The Washington Post reported on March 5, 2019 that Food and Drug Administration (FDA) Commissioner Scott Gottlieb, M.D., will leave his job “in about a month” to spend more time with his family.
He was picked to lead the agency in March 2017, and he was confirmed by the Senate a couple of months later.
Gottlieb, a former physician, was Deputy FDA Commissioner under President George W. Bush. Before taking the FDA reins, he was a healthcare investor and consultant who sat on multiple company boards.
Gottlieb was arguably one of the most respected and effective political appointees of the Trump Administration, receiving bipartisan praise from lawmakers on Capitol Hill. He was also well received by the media due to his constant presence on Twitter and voluminous communications regarding FDA activities.
The Commissioner’s primary job is to run the agency entrusted to “promote and protect” public health. How he fared in accomplishing those goals will not be known until long after he’s left his position. Daniel Carpenter, a Harvard University professor of government, reportedly said we may not know the full story of Gottlieb’s FDA legacy for a few years until the appointments he made and the draft rules that he fashioned are studied. “I think the jury is still out.”
Legacy
Gottlieb’s tenure will be largely remembered for dealing with the opioid crisis, regulating electronic cigarettes, challenging pharmaceutical drug pricing and guiding the agency through the longest U.S. government shutdown in history.
In his resignation letter to HHS (Health and Human Services) Secretary Alex Azar, Gottlieb named a list of accomplishments, including accelerating the approval of generic drugs and modernizing the process for handling novel gene and precision therapies to treat those with cancer and other diseases. He said the agency was “strong in moments of crisis,” including its work in Puerto Rico to remedy drug and medical device shortages after Hurricane Maria in 2017.
Last year, the agency approved a record 971 generic drugs. He also began posting lists of drugs that aren’t protected by patents, inviting applications from generic manufacturers, and sharply criticized brand-name companies for stifling generic competition.
Gottlieb made his strongest public statements on tobacco. With 480,000 Americans dying every year from smoking-related causes, he frequently said curbing tobacco use was the No. 1 way to improve public health. His comments caused some tobacco-control activists to say that he had potential to become the most important commissioner since David Kessler, who began efforts to regulate cigarettes as a drug in the 1990s.

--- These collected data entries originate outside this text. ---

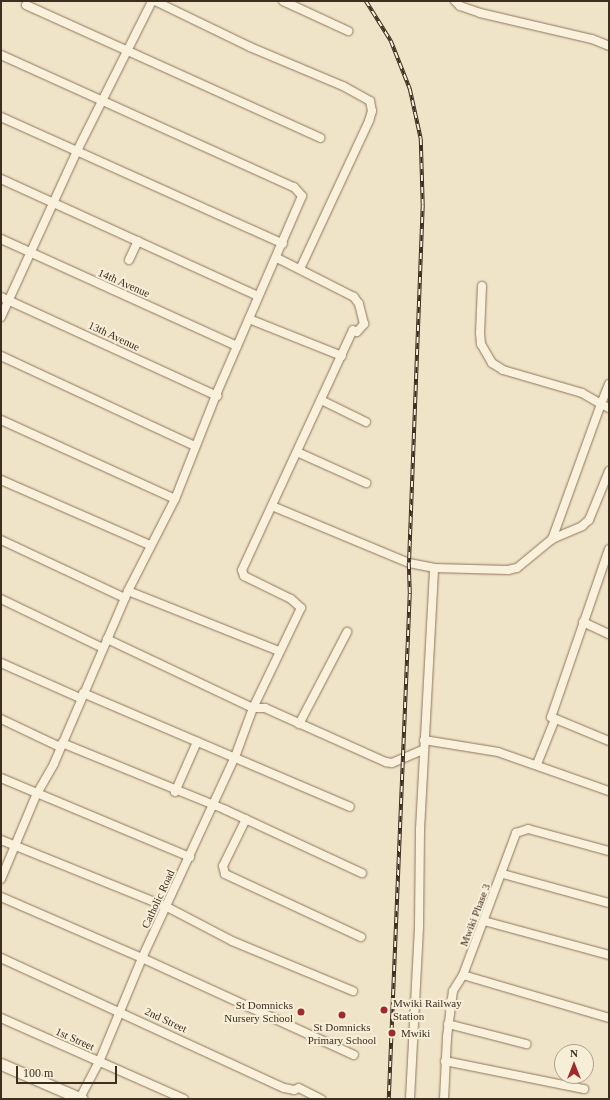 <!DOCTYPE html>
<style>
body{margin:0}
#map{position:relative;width:610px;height:1100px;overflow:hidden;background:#f0e4c8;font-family:Georgia,serif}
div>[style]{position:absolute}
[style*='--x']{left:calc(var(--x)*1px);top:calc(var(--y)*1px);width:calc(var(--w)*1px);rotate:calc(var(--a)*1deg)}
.roads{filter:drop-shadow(0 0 1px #8d765c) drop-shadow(0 0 1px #8d765c)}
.minor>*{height:8px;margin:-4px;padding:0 4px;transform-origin:4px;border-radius:4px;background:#faf1dc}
.secondary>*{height:11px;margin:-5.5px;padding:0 5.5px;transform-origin:5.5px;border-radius:5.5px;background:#faf1dc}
.rail>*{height:3.5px;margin-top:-1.75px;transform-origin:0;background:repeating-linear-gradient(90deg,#f7eed8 0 6px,#3d2e20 0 12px);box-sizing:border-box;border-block:1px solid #3d2e20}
.dots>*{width:11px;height:11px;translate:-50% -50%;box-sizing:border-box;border:2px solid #f7eed8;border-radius:50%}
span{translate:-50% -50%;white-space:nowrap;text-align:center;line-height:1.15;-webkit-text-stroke:4px #f7eed8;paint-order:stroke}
.street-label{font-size:11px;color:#3d2e20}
.poi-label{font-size:11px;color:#3d2e20}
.left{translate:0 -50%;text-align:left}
.right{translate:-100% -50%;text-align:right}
.frame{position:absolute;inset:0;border:2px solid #3d2e20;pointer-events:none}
.north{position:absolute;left:554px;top:1044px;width:40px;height:40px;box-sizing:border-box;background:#f7eed8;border:1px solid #ada18e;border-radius:50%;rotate:0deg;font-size:11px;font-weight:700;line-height:16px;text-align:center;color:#3d2e20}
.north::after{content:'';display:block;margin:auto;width:14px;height:18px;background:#9e2a2b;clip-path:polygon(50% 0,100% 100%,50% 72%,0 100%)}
.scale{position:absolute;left:16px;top:1066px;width:101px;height:18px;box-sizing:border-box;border:2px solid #3d2e20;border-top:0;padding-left:5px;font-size:12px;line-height:14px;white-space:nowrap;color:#3d2e20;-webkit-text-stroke:3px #f7eed8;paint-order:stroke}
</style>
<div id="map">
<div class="roads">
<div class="minor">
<i style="--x:155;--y:1;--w:106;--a:25.8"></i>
<i style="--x:250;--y:47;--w:101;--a:22.8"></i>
<i style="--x:343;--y:86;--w:31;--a:29"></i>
<i style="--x:370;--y:101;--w:10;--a:79"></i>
<i style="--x:372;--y:111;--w:10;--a:107"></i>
<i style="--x:369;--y:121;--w:163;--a:115"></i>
<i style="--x:283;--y:1;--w:72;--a:24.8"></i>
<i style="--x:455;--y:1;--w:7;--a:45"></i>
<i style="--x:460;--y:6;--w:21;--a:19"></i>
<i style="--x:480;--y:13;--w:115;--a:13.1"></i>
<i style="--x:592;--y:39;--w:18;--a:22"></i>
<i style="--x:26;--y:5;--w:323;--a:24.3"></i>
<i style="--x:1;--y:55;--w:321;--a:24.3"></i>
<i style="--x:294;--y:187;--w:12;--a:48"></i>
<i style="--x:302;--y:196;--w:211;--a:113.4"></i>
<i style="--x:218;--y:390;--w:117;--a:111.5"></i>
<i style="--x:175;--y:499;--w:103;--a:117.1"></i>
<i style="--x:128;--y:591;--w:188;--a:113.2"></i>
<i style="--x:54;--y:764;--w:34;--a:120"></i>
<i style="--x:37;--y:793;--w:93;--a:112.7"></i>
<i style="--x:1;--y:117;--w:309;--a:24.2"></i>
<i style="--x:1;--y:179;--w:282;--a:24.5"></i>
<i style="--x:1;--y:239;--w:259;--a:24.4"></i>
<i style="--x:129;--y:260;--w:21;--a:-65"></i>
<i style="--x:482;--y:286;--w:47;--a:92.4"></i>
<i style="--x:480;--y:333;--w:11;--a:85"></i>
<i style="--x:481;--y:344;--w:22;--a:60"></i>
<i style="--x:492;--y:363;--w:13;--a:32"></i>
<i style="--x:503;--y:370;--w:82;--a:16.2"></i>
<i style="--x:582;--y:393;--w:22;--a:30"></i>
<i style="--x:601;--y:404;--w:144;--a:109.9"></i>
<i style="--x:1;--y:297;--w:238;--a:24.6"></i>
<i style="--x:1;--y:317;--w:183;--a:-65.4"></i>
<i style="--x:77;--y:151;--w:168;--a:-63.4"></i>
<i style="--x:249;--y:319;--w:100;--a:21.7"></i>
<i style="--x:1;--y:356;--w:214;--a:24.9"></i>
<i style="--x:609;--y:384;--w:22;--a:112"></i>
<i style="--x:601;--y:404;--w:9;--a:27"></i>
<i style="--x:321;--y:400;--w:50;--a:26.1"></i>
<i style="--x:1;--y:420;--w:191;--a:24.4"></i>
<i style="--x:297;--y:452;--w:76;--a:24.2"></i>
<i style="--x:1;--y:480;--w:163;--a:23.6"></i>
<i style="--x:272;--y:506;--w:148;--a:22.6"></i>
<i style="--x:409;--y:563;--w:25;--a:11"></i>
<i style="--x:434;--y:568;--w:74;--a:1.5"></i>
<i style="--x:508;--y:570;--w:9;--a:-13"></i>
<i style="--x:517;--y:568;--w:45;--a:-39.6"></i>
<i style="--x:552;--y:539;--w:33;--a:-23"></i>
<i style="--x:582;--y:526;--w:9;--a:-41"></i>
<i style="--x:589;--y:520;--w:53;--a:-67.8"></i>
<i style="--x:1;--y:540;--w:137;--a:25.1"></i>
<i style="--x:609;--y:549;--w:178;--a:109"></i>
<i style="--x:551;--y:717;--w:63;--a:22.5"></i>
<i style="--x:128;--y:591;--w:162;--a:21.7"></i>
<i style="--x:1;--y:599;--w:113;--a:25.7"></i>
<i style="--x:583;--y:622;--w:29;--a:25"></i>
<i style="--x:107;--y:639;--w:161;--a:25.3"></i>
<i style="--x:253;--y:708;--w:12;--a:0"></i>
<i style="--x:265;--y:708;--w:133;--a:24.1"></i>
<i style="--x:386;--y:762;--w:6;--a:9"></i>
<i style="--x:392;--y:763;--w:34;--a:-23"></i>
<i style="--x:1;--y:663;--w:86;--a:23.9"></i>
<i style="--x:83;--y:693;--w:290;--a:23.1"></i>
<i style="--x:1;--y:719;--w:65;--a:25.4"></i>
<i style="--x:299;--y:724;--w:104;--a:-62.4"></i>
<i style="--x:424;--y:740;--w:75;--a:9.2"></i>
<i style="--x:498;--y:752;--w:118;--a:19.4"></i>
<i style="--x:62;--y:743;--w:177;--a:22.2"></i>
<i style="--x:226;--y:810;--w:150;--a:24.9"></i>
<i style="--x:537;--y:764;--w:48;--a:-68.2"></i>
<i style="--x:1;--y:778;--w:205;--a:22.7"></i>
<i style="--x:175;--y:792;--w:55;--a:-66.3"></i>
<i style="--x:246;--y:819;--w:52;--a:116.1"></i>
<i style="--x:223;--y:866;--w:8;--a:76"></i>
<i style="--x:225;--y:874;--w:150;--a:24.9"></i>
<i style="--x:1;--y:840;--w:179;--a:22"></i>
<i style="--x:167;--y:907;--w:73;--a:27.6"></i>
<i style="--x:232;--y:941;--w:131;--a:22.5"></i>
<i style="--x:503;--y:874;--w:110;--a:15.3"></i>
<i style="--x:1;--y:897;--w:154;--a:23.4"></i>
<i style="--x:142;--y:958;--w:233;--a:24.6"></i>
<i style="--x:484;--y:921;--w:130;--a:15.2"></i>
<i style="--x:1;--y:958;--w:311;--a:24.7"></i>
<i style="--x:284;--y:1088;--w:10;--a:11"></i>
<i style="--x:294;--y:1090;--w:5;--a:-22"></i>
<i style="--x:299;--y:1088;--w:25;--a:27"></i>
<i style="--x:463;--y:975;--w:152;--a:16.4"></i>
<i style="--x:1;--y:1018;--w:200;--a:23.9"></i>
<i style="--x:448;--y:1024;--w:81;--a:14.4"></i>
<i style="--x:445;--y:1061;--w:142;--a:11.4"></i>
<i style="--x:80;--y:1098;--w:41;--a:-62.2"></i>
<i style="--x:99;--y:1062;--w:113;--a:-67.5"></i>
<i style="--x:142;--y:958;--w:221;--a:-65.2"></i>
<i style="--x:235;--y:757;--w:52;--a:-69.8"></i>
<i style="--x:253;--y:708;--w:111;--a:-64.4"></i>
<i style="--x:301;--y:608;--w:13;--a:-138"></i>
<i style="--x:291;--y:599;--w:52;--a:-153.9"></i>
<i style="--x:244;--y:576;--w:6;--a:-108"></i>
<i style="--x:242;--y:570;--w:264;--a:-65.2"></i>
<i style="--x:353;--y:330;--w:4;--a:27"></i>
<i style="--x:357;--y:332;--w:11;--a:-49"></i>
<i style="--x:364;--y:324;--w:21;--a:-104"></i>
<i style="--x:359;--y:304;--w:9;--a:-126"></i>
<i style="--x:354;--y:297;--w:86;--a:-153.1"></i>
<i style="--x:410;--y:1099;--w:173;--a:-87"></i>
<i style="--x:419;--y:926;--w:97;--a:-89.4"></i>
<i style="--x:420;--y:829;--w:261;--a:-86.9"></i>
<i style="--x:444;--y:1099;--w:62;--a:-87.2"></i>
<i style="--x:447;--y:1037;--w:46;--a:-82.6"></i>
<i style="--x:453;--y:991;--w:19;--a:-58"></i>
<i style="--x:463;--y:975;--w:152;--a:-69.5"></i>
<i style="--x:516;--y:833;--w:13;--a:-18"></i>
<i style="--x:528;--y:829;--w:84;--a:15.2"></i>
</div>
<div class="secondary">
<i style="--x:1;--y:1064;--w:88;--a:23.4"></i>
</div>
</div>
<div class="rail">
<i style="--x:366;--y:1;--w:47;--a:58"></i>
<i style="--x:391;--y:41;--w:52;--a:68.4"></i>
<i style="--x:410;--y:89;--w:51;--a:77.6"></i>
<i style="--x:421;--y:139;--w:66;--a:88.3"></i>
<i style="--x:423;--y:205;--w:358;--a:92.2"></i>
<i style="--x:409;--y:563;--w:31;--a:88"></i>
<i style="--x:410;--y:594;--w:505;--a:92.38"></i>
</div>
<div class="dots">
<i style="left:384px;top:1010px;background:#9e2a2b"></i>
<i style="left:301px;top:1012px;background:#9e2a2b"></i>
<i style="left:342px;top:1015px;background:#9e2a2b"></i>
<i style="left:392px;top:1033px;background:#9e2a2b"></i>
</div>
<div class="street-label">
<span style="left:124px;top:283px;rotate:24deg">14th Avenue</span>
<span style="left:114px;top:336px;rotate:25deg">13th Avenue</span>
<span style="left:158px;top:899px;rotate:-65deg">Catholic Road</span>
<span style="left:475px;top:915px;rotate:-69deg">Mwiki Phase 3</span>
<span style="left:166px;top:1020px;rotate:25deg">2nd Street</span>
<span style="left:75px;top:1039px;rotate:24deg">1st Street</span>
</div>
<div class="poi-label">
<span class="left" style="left:393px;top:1010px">Mwiki Railway<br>Station</span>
<span class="right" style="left:293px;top:1012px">St Domnicks<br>Nursery School</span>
<span style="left:342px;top:1034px">St Domnicks<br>Primary School</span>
<span class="left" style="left:401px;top:1033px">Mwiki</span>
</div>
<div class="frame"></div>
<div class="north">N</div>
<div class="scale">100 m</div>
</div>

Medical Devices on the Docket
But for medical device makers, his embrace of a major overhaul of the 510(k)-clearance program is likely to have the most lasting impact. Approximately 82% of all medical devices reach patients under that program.
As we reported last December, the device industry should get ready for “increased product complexity and risk aversion” from the FDA. It’s top regulators, said regulatory attorney Mark DuVal, “disdain” the 510(k) clearance program and are intent on sweeping changes.
On November 26, 2018, Gottlieb and Center for Device and Radiological Health (CDRH) Director, Jeff Shuren, M.D., announced plans to formally propose a major overhaul of the 510(k) process by eliminating the use of predicate devices older than 10 years and publishing a list of newly cleared devices which used older predicates.
Essentially, said DuVal, the FDA wants to publicly “shame” the makers of those devices.
“Don’t get me wrong,” DuVal told us after the resignation announcement, “Dr. Gottlieb didn’t do a bad job, but his focus was on very big-ticket items, like the opioid crisis, vaping by teens, and drug pricing. CDRH got very little attention. We had hoped that by being appointed by a regulatory reform-minded president, he would have reformed FDA’s inability to clear and approve devices in a reasonable time frame without a mountain of unnecessary data for some fairly innocuous devices.
“The problem with FDA is that when industry argues for a Least Burdensome approach as required by statute, FDA pays lip service to it, waves the banner of patient-safety to justify any and all data requests, and they are immunized from criticism.
“Reviewers today are hired as scientists, not regulatory affairs specialists. As a result, they turn every device into a science project and management goes along to get along. They get more and more granular. As a result, they mis-prioritize things by focusing an inordinate amount of resources on devices that don’t require the level of time and attention they give them.”
“The bottom line is Gottlieb had a chance to critically review CDRH’s performance and make it better, more timely, and less burdensome and he didn’t do it. In fact, the trend line is going horribly in the other direction. My hope is that the Trump Administration and the next Commissioner will devote time to reforming CDRH.”